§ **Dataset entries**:
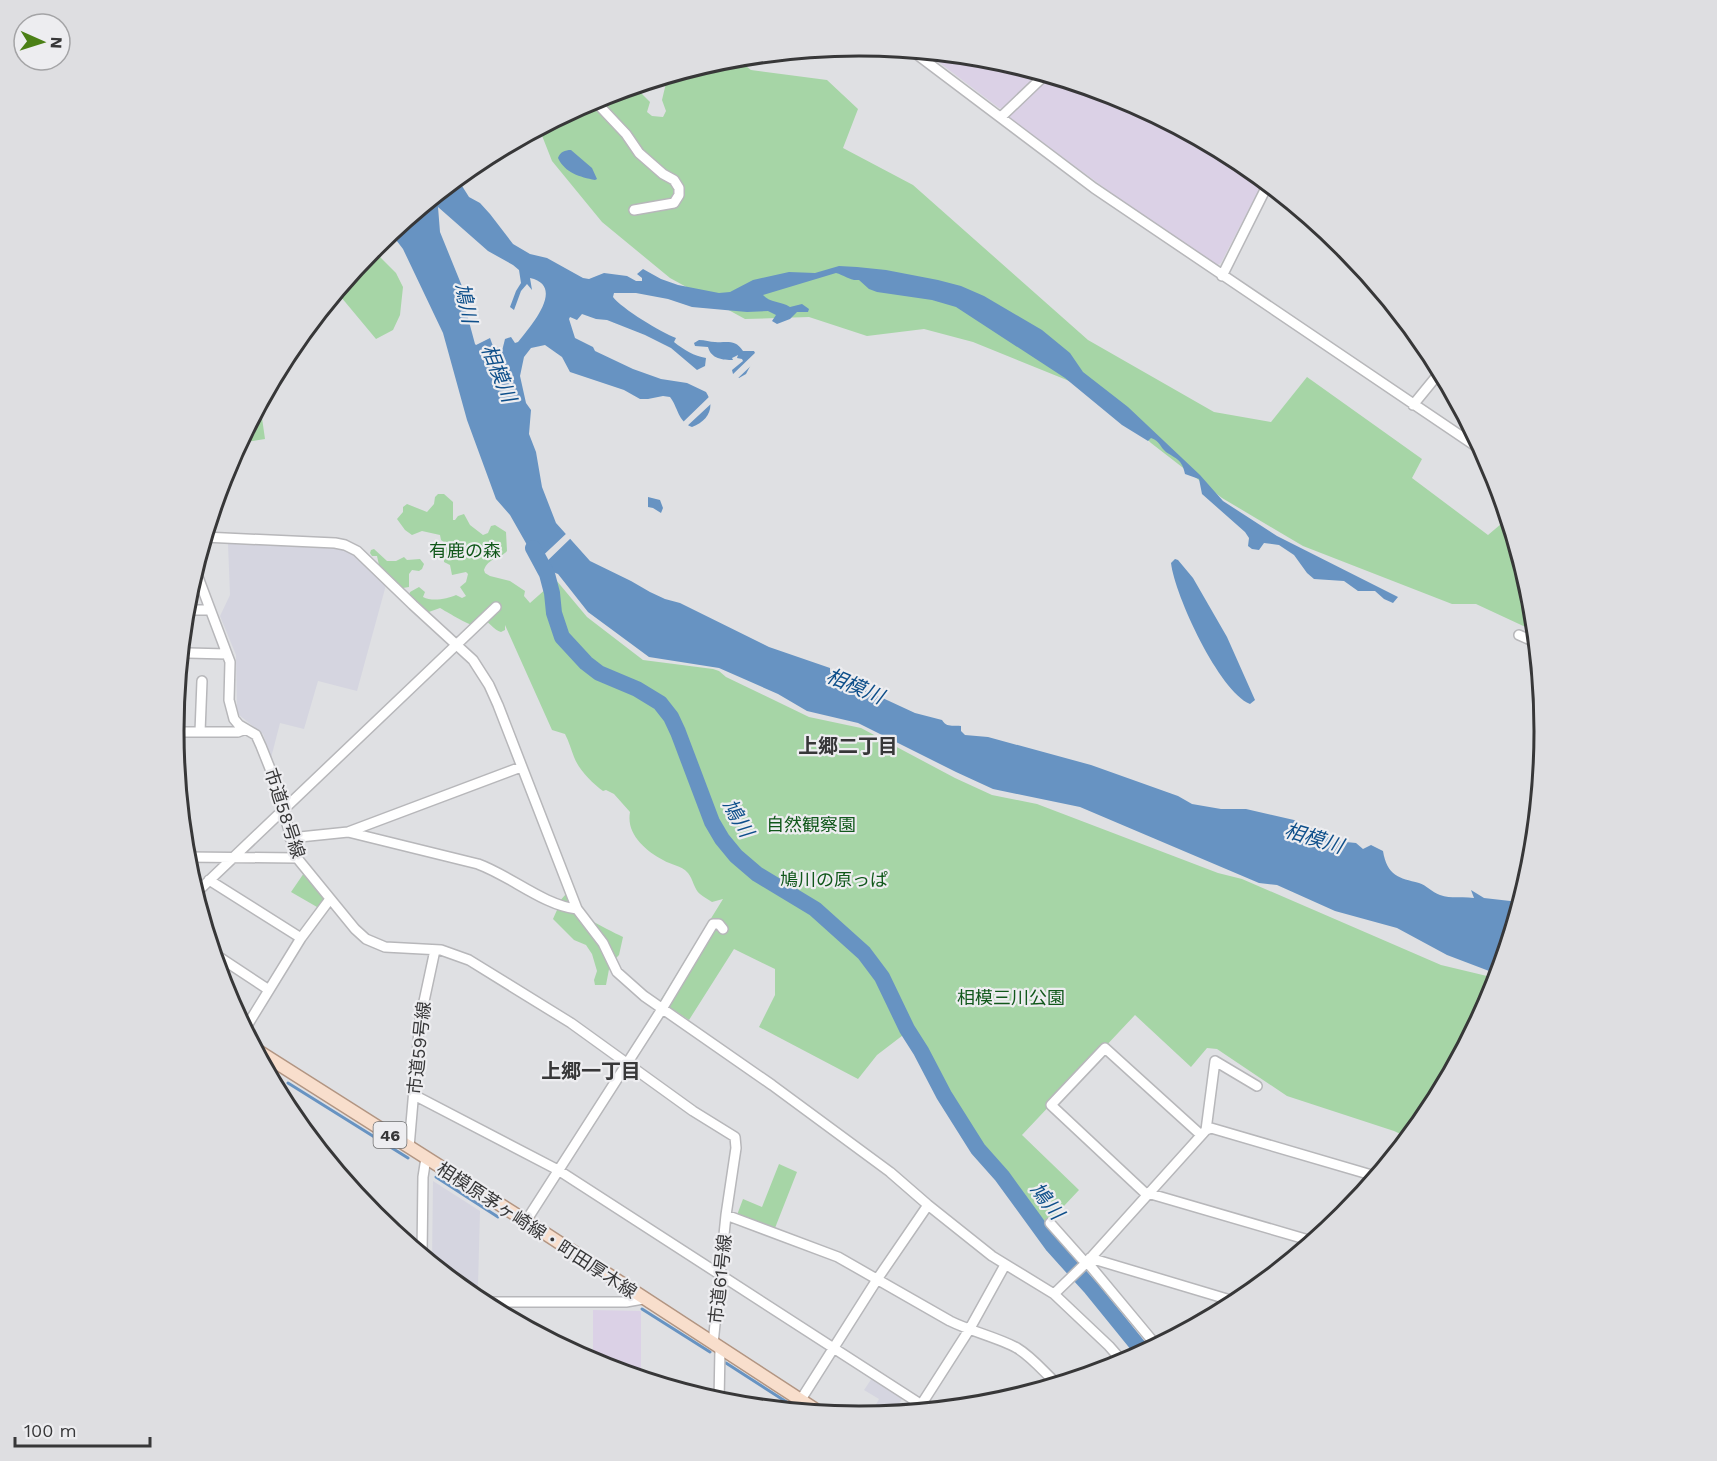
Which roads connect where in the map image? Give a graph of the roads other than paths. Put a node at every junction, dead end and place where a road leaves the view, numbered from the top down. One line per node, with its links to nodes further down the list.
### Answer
1 (923, 59): 4 (street)
2 (1039, 81): 4 (street)
3 (600, 107): 6 (street)
4 (1001, 117): 7 (street)
5 (1264, 191): 7 (street)
6 (634, 210)
7 (1222, 276): 9 (street)
8 (1434, 379): 9 (street)
9 (1413, 405): 10 (street)
10 (1468, 441)
11 (212, 537): 18 (street)
12 (200, 583): 15 (street, 市道58号線)
13 (496, 607): 18 (street)
14 (194, 610): 15 (street)
15 (210, 610): 19 (street, 市道58号線)
16 (1519, 634): 17 (street)
17 (1527, 638)
18 (456, 643): 25 (street); 26 (street)
19 (226, 654): 20 (street); 22 (street, 市道58号線)
20 (194, 656)
21 (205, 687): 24 (street)
22 (246, 729): 24 (street); 26 (street, 市道58号線)
23 (184, 732): 24 (street)
24 (201, 732)
25 (521, 767): 27 (street); 35 (street)
26 (282, 810): 28 (street, 市道58号線); 30 (street)
27 (348, 832): 28 (street); 35 (street)
28 (290, 838): 31 (street, 市道58号線)
29 (195, 857): 30 (street)
30 (233, 858): 31 (street); 32 (street)
31 (297, 858): 34 (street, 市道58号線)
32 (209, 880): 33 (street); 37 (street)
33 (202, 887)
34 (330, 898): 37 (street); 38 (street, 市道58号線)
35 (577, 909): 41 (street)
36 (723, 929): 41 (street)
37 (301, 938): 40 (street)
38 (435, 950): 44 (street, 市道58号線); 46 (street, 市道59号線)
39 (224, 960): 40 (street)
40 (269, 990): 42 (street)
41 (662, 1009): 44 (street); 53 (street)
42 (250, 1021)
43 (268, 1057): 48 (main road, 相模原茅ヶ崎線・町田厚木線 / 46)
44 (627, 1063): 50 (street); 54 (street, 市道61号線)
45 (1257, 1086): 47 (street)
46 (414, 1095): 48 (street, 市道59号線); 50 (street)
47 (1203, 1133): 51 (street); 52 (street); 52 (street)
48 (409, 1147): 49 (main road, 相模原茅ヶ崎線・町田厚木線 / 46)
49 (426, 1158): 55 (main road, 相模原茅ヶ崎線・町田厚木線 / 46); 58 (street)
50 (558, 1170): 55 (street); 61 (street)
51 (1368, 1174)
52 (1149, 1193): 57 (street); 59 (street)
53 (928, 1205): 60 (street); 62 (street)
54 (726, 1215): 61 (street, 市道61号線); 62 (street)
55 (526, 1221): 65 (main road, 相模原茅ヶ崎線・町田厚木線 / 46)
56 (1050, 1223): 59 (street)
57 (1303, 1238)
58 (422, 1245)
59 (1087, 1261): 63 (street); 64 (street); 68 (street)
60 (1005, 1265): 63 (street); 67 (street)
61 (721, 1276): 69 (street, 市道61号線); 70 (street)
62 (878, 1278): 67 (street); 70 (street)
63 (1054, 1294): 71 (street)
64 (1224, 1298)
65 (643, 1299): 66 (street); 69 (main road, 相模原茅ヶ崎線・町田厚木線 / 46)
66 (500, 1302)
67 (969, 1330): 72 (street); 75 (street)
68 (1151, 1339)
69 (716, 1346): 73 (street, 市道61号線); 74 (main road, 相模原茅ヶ崎線・町田厚木線 / 46)
70 (834, 1349): 74 (street); 77 (street)
71 (1116, 1354)
72 (1049, 1377)
73 (718, 1391)
74 (800, 1401): 76 (main road, 相模原茅ヶ崎線・町田厚木線 / 46)
75 (928, 1402)
76 (804, 1403)
77 (918, 1403)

§ **BRIEF**: Apart from the pictures, every line of the data above should be given again exactly.

§ **ANSWER BOX**:
Which roads connect where in the map image? Give a graph of the roads other than paths. Put a node at every junction, dead end and place where a road leaves the view, numbered from the top down. One line per node, with its links to nodes further down the list.
### Answer
1 (923, 59): 4 (street)
2 (1039, 81): 4 (street)
3 (600, 107): 6 (street)
4 (1001, 117): 7 (street)
5 (1264, 191): 7 (street)
6 (634, 210)
7 (1222, 276): 9 (street)
8 (1434, 379): 9 (street)
9 (1413, 405): 10 (street)
10 (1468, 441)
11 (212, 537): 18 (street)
12 (200, 583): 15 (street, 市道58号線)
13 (496, 607): 18 (street)
14 (194, 610): 15 (street)
15 (210, 610): 19 (street, 市道58号線)
16 (1519, 634): 17 (street)
17 (1527, 638)
18 (456, 643): 25 (street); 26 (street)
19 (226, 654): 20 (street); 22 (street, 市道58号線)
20 (194, 656)
21 (205, 687): 24 (street)
22 (246, 729): 24 (street); 26 (street, 市道58号線)
23 (184, 732): 24 (street)
24 (201, 732)
25 (521, 767): 27 (street); 35 (street)
26 (282, 810): 28 (street, 市道58号線); 30 (street)
27 (348, 832): 28 (street); 35 (street)
28 (290, 838): 31 (street, 市道58号線)
29 (195, 857): 30 (street)
30 (233, 858): 31 (street); 32 (street)
31 (297, 858): 34 (street, 市道58号線)
32 (209, 880): 33 (street); 37 (street)
33 (202, 887)
34 (330, 898): 37 (street); 38 (street, 市道58号線)
35 (577, 909): 41 (street)
36 (723, 929): 41 (street)
37 (301, 938): 40 (street)
38 (435, 950): 44 (street, 市道58号線); 46 (street, 市道59号線)
39 (224, 960): 40 (street)
40 (269, 990): 42 (street)
41 (662, 1009): 44 (street); 53 (street)
42 (250, 1021)
43 (268, 1057): 48 (main road, 相模原茅ヶ崎線・町田厚木線 / 46)
44 (627, 1063): 50 (street); 54 (street, 市道61号線)
45 (1257, 1086): 47 (street)
46 (414, 1095): 48 (street, 市道59号線); 50 (street)
47 (1203, 1133): 51 (street); 52 (street); 52 (street)
48 (409, 1147): 49 (main road, 相模原茅ヶ崎線・町田厚木線 / 46)
49 (426, 1158): 55 (main road, 相模原茅ヶ崎線・町田厚木線 / 46); 58 (street)
50 (558, 1170): 55 (street); 61 (street)
51 (1368, 1174)
52 (1149, 1193): 57 (street); 59 (street)
53 (928, 1205): 60 (street); 62 (street)
54 (726, 1215): 61 (street, 市道61号線); 62 (street)
55 (526, 1221): 65 (main road, 相模原茅ヶ崎線・町田厚木線 / 46)
56 (1050, 1223): 59 (street)
57 (1303, 1238)
58 (422, 1245)
59 (1087, 1261): 63 (street); 64 (street); 68 (street)
60 (1005, 1265): 63 (street); 67 (street)
61 (721, 1276): 69 (street, 市道61号線); 70 (street)
62 (878, 1278): 67 (street); 70 (street)
63 (1054, 1294): 71 (street)
64 (1224, 1298)
65 (643, 1299): 66 (street); 69 (main road, 相模原茅ヶ崎線・町田厚木線 / 46)
66 (500, 1302)
67 (969, 1330): 72 (street); 75 (street)
68 (1151, 1339)
69 (716, 1346): 73 (street, 市道61号線); 74 (main road, 相模原茅ヶ崎線・町田厚木線 / 46)
70 (834, 1349): 74 (street); 77 (street)
71 (1116, 1354)
72 (1049, 1377)
73 (718, 1391)
74 (800, 1401): 76 (main road, 相模原茅ヶ崎線・町田厚木線 / 46)
75 (928, 1402)
76 (804, 1403)
77 (918, 1403)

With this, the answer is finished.